Лавиния вновь зевнула:
— Это действительно уже становится просто уроком истории!
— Восхитительным уроком, — сказала я.
— Друзилла, не будь таким педантом. Ты приводишь меня в бешенство. Ты просто воодушевляешь их. Я знаю, что ты собираешься сказать: «Если тебе это не нравится, я уеду обратно домой». Она постоянно угрожает мне своим отъездом.
— Это то, — серьезно проговорил Фабиан, — что мы должны убедить ее не делать.
Я вдруг обрадовалась. Мне уже приходилось испытывать такое чувство, будто оживаешь вновь.
Оставшуюся часть вечера мы говорили об Индии, о различных кастах и религиях. Глядя на лужайку, я подумала, что это был один из самых мирных пейзажей, которые я когда-либо встречала.
Когда в эту ночь я легла спать, я долго, не могла заснуть, продолжая думать о вечере, о древних жестоких обычаях страны и о том, что живу под одной крышей с двумя мужчинами — и должна признать это — которые были самыми важными в моей жизни: Дугалом и Фабианом!
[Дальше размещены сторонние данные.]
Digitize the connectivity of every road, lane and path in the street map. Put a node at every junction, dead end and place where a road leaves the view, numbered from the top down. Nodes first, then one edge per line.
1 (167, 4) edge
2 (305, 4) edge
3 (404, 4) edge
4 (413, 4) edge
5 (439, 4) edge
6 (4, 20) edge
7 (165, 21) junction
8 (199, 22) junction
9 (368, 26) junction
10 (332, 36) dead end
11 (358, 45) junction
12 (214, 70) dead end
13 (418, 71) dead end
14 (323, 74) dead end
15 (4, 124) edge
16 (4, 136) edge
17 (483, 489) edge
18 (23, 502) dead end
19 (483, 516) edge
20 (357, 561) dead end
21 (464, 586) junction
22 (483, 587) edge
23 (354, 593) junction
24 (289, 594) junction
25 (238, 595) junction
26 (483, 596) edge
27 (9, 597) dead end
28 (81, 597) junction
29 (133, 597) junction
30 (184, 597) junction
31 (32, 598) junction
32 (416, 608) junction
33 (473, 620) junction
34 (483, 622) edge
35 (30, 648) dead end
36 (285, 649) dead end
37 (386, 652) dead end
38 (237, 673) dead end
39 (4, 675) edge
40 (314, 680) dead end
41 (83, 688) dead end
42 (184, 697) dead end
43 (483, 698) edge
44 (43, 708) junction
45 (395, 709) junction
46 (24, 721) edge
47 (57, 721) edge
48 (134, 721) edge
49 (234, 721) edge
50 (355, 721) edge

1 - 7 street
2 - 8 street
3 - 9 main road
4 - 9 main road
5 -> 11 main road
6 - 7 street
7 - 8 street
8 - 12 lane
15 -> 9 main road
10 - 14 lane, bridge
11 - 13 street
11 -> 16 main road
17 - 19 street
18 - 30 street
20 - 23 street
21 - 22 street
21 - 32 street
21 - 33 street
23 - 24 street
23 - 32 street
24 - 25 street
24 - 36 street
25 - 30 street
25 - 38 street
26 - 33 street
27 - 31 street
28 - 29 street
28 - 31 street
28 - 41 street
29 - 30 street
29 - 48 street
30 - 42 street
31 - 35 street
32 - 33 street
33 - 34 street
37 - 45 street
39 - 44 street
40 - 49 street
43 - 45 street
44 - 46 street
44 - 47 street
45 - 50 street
Какими разными они были! Я была немного встревожена грустью, которую заметила в глазах Дугала; он был печальным и полным сожаления. Было нетрудно понять, что его женитьба принесла ему разочарование, и хотя мы были вместе очень короткое время, он, казалось, обратился ко мне за утешением. Я подумала, что должна быть осторожной. Что касается Фабиана, он мало изменился. Я не должна позволять, чтобы он производил на меня сильное впечатление. Я должна помнить, что он был одним из Фремлингов, а они не меняются. Они всегда полагают, что мир устроен для них, а все люди — чтобы служить их целям. Более того, я не должна забывать, что скоро может приехать леди Джеральдин, чтобы выйти за него замуж.
Рошанара вышла замуж почти сразу же. Мы не присутствовали на церемонии, которая проводилась в соответствии с древним индийским обычаем. Я слышала от айи, что Ашраф, юный жених, был примерно на два года старше Рошанары.
— Бедное дитя, — сказала Элис. — Молюсь, чтобы жизнь не была слишком трудной для маленькой Рошанары и ее мужа.
Мы видели украшенные кареты, так как это было огромное событие под председательством Большого Хансама, который выглядел великолепно: в его тюрбане сверкали драгоценности.
Я не видела Рошанару после свадьбы. Она отбыла со своим мужем на чайную плантацию, где он работал на своего дядю, и это было довольно далеко. Мне хотелось знать, был ли дядя таким же большим, как отец Ашрафа, но было трудно вообразить, что такое возможно.
Мы погрузились в рутину. Сделали в детской классную комнату, и я учила там детей. Мы все скучали по Рошанаре. Алан становился уже маленькой личностью.
Дети были счастливы. Смена обстановки очень мало повлияла на них, потому что все, кто любил их и заботился о них, оставались с ними. Элис сказала, что ходили слухи, будто их мать не интересуется ими, но я ответила, что она никогда и не интересовалась своими детьми, поэтому они не замечают этого. Действительно, она была их матерью, но ничего не значила для них, и им было хорошо с Элис, аей и со мной. Мы заполнили их маленький тесный мир, и они ни о чем больше не спрашивали.